Она аж задохнулась от возмущения:
– Да я только один раз… И то – случайно! – осеклась, прищурившись, – а откуда ты знаешь?
– Так, догадаться-то, сударыня, было не сложно, – словно извиняясь, развел руками, – достаточно с вами переговорить.
– Наглый мальчишка! – притопнула она сапожком.
Я победно ухмыльнулся:
– Так-с, полагаю, что врачебный долг неотложно зовет вас в пятнадцатую квартиру? Ну-с, тогда не смею больше вас задерживать, ma gentille Софья Ивановна.
Четко выверенный наклон головы, звонкий щелчок каблуками, чтоб эхо загуляло по подъезду… Эх, вот щелчок-то у меня и не получился!
Софья зловредно заулыбалась, и на румяных с морозца щечках прорисовались запавшие в мое сердце ямочки.
– Кхе… Потренируюсь, – согласился я и окинул ее оценивающим взглядом, – а загар тебе к лицу.
Она протянула руку и потрепала меня за вихры на макушке.
– Муррр, – вырвалось из меня.
– Подрос, больной, – констатировала, отпуская, – на человека стал походить, а не на тощего синюшного цыпленка. Головушка, правда, все также бо-бо.
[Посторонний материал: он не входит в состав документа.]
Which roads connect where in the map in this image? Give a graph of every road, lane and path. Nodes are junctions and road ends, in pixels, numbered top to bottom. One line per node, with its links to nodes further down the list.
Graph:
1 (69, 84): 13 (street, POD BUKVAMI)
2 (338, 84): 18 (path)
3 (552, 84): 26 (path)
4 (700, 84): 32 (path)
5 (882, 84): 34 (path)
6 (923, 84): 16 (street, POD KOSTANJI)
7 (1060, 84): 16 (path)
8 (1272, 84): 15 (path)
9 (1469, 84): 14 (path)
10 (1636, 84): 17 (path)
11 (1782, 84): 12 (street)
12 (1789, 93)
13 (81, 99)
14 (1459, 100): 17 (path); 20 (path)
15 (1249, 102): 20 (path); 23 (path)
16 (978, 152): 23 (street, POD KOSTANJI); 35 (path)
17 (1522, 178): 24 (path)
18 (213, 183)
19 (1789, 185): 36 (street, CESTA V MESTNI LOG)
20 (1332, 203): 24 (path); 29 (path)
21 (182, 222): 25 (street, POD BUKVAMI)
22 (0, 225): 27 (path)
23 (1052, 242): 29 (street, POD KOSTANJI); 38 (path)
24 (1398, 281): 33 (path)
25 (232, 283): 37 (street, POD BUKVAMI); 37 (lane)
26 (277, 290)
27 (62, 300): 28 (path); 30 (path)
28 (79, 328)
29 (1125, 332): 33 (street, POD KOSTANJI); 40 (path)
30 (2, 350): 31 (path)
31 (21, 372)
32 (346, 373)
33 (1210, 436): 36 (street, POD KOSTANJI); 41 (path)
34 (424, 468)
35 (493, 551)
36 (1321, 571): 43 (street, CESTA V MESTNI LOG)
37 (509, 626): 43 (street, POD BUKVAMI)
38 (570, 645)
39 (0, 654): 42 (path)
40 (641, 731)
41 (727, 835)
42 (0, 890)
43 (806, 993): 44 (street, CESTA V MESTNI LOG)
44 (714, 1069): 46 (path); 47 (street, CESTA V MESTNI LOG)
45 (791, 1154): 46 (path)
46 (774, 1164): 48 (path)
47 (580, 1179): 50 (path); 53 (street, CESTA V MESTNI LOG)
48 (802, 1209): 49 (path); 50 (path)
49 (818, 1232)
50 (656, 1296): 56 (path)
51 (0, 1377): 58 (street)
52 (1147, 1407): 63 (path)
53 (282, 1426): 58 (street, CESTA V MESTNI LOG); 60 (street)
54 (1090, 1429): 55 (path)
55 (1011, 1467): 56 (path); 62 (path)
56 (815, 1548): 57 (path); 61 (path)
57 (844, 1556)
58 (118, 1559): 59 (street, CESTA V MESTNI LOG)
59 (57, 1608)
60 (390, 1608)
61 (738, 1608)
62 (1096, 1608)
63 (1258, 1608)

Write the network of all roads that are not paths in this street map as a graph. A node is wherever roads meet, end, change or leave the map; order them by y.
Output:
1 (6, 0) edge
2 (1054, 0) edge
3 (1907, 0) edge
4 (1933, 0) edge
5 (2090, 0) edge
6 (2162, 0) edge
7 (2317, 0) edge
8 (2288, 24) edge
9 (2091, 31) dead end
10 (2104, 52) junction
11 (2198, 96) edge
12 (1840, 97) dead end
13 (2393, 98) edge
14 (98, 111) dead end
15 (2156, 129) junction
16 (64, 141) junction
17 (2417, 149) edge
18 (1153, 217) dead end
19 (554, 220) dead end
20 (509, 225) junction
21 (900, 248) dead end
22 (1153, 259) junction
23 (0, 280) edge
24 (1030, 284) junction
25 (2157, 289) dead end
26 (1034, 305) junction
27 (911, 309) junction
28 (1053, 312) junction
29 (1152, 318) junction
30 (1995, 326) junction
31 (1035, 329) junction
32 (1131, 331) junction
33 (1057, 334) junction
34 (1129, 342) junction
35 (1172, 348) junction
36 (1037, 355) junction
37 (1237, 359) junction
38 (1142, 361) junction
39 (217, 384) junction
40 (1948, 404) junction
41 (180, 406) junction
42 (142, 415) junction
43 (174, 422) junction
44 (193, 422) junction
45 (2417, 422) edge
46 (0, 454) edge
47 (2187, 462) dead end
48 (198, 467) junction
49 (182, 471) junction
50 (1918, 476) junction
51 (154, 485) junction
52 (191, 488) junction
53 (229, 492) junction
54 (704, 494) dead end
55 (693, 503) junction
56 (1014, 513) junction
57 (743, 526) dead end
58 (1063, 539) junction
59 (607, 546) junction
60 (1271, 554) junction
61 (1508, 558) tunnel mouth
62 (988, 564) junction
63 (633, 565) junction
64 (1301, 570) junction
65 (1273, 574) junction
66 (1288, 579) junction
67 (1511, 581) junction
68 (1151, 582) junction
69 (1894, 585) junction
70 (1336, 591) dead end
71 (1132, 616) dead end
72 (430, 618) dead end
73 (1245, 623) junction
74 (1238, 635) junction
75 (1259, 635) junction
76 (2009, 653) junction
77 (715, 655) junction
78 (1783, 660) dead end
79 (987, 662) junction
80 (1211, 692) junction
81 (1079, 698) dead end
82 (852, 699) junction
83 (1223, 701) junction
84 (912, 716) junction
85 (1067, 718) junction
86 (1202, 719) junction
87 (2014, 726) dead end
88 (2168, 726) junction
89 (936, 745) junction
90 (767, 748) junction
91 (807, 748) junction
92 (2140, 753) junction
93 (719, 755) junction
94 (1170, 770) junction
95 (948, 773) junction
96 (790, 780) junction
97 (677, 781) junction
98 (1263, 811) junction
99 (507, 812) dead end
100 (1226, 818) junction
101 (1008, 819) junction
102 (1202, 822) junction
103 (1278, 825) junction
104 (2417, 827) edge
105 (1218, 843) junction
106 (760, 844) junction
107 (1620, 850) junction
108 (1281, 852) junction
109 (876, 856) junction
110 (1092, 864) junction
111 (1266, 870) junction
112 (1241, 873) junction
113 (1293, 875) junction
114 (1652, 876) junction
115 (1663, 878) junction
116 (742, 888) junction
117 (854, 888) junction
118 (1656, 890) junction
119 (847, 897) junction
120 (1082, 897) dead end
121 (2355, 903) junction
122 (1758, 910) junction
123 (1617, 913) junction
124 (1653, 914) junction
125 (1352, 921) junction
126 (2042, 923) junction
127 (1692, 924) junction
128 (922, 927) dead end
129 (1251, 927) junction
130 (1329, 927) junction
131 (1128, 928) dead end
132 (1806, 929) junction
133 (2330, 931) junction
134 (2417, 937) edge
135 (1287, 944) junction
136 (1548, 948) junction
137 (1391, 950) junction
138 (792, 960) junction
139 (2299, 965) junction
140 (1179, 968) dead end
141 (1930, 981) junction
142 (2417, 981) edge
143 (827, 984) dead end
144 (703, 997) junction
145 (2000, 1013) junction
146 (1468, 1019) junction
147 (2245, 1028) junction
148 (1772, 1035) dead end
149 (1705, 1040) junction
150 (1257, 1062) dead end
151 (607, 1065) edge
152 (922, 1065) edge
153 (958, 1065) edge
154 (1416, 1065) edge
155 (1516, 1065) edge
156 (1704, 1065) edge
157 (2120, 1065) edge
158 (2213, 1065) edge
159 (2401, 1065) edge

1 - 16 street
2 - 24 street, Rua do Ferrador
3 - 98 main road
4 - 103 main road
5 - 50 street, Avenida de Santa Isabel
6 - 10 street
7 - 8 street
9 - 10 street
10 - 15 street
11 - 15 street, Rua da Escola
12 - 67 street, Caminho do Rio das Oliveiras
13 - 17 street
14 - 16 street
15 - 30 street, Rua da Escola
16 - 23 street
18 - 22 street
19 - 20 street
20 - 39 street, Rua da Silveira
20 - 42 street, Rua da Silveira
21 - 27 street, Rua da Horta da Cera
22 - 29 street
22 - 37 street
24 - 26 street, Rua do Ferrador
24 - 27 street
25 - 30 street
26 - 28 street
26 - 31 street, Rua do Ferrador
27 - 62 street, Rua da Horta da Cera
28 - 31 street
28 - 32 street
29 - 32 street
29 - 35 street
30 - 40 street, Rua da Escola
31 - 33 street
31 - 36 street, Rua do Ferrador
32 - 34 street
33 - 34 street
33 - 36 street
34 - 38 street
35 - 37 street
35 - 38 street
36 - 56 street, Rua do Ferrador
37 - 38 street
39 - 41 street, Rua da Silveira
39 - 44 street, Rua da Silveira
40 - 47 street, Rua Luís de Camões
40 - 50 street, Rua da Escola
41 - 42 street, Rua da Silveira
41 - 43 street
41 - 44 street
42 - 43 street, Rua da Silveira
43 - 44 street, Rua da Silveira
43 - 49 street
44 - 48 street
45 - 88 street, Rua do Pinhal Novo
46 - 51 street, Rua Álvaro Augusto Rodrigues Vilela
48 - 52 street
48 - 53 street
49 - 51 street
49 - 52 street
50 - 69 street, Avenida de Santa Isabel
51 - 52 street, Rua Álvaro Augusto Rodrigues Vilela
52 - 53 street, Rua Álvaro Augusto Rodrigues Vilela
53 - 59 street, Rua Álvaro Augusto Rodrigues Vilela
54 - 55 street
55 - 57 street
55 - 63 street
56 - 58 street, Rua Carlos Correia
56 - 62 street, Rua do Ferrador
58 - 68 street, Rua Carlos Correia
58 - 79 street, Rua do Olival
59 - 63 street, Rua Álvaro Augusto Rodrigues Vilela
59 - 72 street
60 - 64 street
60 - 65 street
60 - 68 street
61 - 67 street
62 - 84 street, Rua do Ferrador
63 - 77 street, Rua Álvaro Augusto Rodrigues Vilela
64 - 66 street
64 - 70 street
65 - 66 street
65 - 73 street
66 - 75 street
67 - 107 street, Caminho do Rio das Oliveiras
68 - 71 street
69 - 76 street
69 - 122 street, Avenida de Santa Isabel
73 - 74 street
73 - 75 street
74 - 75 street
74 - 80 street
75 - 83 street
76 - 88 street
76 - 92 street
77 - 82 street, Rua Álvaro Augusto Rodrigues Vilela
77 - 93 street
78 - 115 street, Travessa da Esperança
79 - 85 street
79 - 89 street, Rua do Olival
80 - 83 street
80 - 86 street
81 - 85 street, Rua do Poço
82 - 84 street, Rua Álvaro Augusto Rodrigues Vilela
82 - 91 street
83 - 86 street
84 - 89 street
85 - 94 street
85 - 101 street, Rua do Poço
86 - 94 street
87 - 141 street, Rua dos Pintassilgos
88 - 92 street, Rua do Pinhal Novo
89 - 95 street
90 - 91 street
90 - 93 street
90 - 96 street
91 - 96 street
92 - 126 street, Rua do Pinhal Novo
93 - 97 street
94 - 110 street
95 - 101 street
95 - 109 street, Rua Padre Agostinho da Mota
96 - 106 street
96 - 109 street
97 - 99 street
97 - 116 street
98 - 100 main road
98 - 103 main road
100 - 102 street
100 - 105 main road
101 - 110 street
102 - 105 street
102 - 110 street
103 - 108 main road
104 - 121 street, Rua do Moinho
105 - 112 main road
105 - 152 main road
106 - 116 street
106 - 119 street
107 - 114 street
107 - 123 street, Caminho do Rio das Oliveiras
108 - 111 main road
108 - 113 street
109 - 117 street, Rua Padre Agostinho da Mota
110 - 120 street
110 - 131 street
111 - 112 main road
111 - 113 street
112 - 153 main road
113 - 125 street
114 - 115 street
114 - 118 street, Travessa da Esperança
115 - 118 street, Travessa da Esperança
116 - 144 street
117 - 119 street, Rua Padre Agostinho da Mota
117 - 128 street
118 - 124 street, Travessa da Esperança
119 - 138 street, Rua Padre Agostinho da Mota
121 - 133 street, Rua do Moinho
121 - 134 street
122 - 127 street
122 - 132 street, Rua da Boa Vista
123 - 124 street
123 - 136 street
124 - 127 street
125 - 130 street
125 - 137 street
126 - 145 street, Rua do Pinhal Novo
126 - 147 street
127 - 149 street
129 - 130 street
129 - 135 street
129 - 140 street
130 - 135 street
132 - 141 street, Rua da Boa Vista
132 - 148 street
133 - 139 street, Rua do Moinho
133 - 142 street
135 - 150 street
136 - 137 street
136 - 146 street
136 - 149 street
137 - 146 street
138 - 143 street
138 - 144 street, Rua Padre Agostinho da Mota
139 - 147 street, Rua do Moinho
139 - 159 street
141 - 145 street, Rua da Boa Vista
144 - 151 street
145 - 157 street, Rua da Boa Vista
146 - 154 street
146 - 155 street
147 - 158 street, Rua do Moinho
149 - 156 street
Но, есть, есть в твоем варианте безумства что-то… запоминающееся.
Я промолчал, улыбнувшись, и разговор засох.
– Ну… – неуверенно сказала она, когда молчание стало неприлично затягиваться, – иди уж.
– Удачи, – кивнул я и продолжил спуск.
В ней много, очень много жизни. Бурная река жизни, и в эти воды щедро брошено искрометного авантюризма. Встречи с ней освежают. Да, был бы я лет на десять старше… Нет, как жена – это экстрим самого высокого градуса. В этом потоке живой воды можно и захлебнуться. А вот освежающие встречи… Не даром же у меня каждый раз при встрече с этой женщиной вскипают опасные желания и грезятся бессонные ночи.
И тут я испытал жгучий стыд.
«Боже», – подумалось мне, – «какие ж мы, мужчины, все же животные».
«Ну, да ладно, ладно, тебе…» – неожиданно внутренний голос раздвоился, и в нем появились тягучие адвокатские нотки. – «Да даже не успел подумать ни о чем таком. Может, я дружеские посиделки имел в виду»?
«Кого ты хочешь обмануть? Себя?» – глумливо вопросило мое первое «я», – «а то я не знаю, что именно ты имел в виду».
– Тьфу на вас, – выругался я вслух и потянул на себя дверь парадной, – о деле надо думать, о деле.
Суббота, 08 октября 1977, день
Ленинград, Красноармейский пер.
Гадкий Утенок подловила меня на большой перемене, на выходе из столовой. Тут было людно, но ее это не остановило. Она, как я уже заметил, не стремилась казаться, а предпочитала быть, и эта искренность подкупала. Вот и сейчас она не пыталась натянуть на лицо несерьезную улыбку, а честно побледнела, отчего темные, почти черные глаза стали казаться еще больше.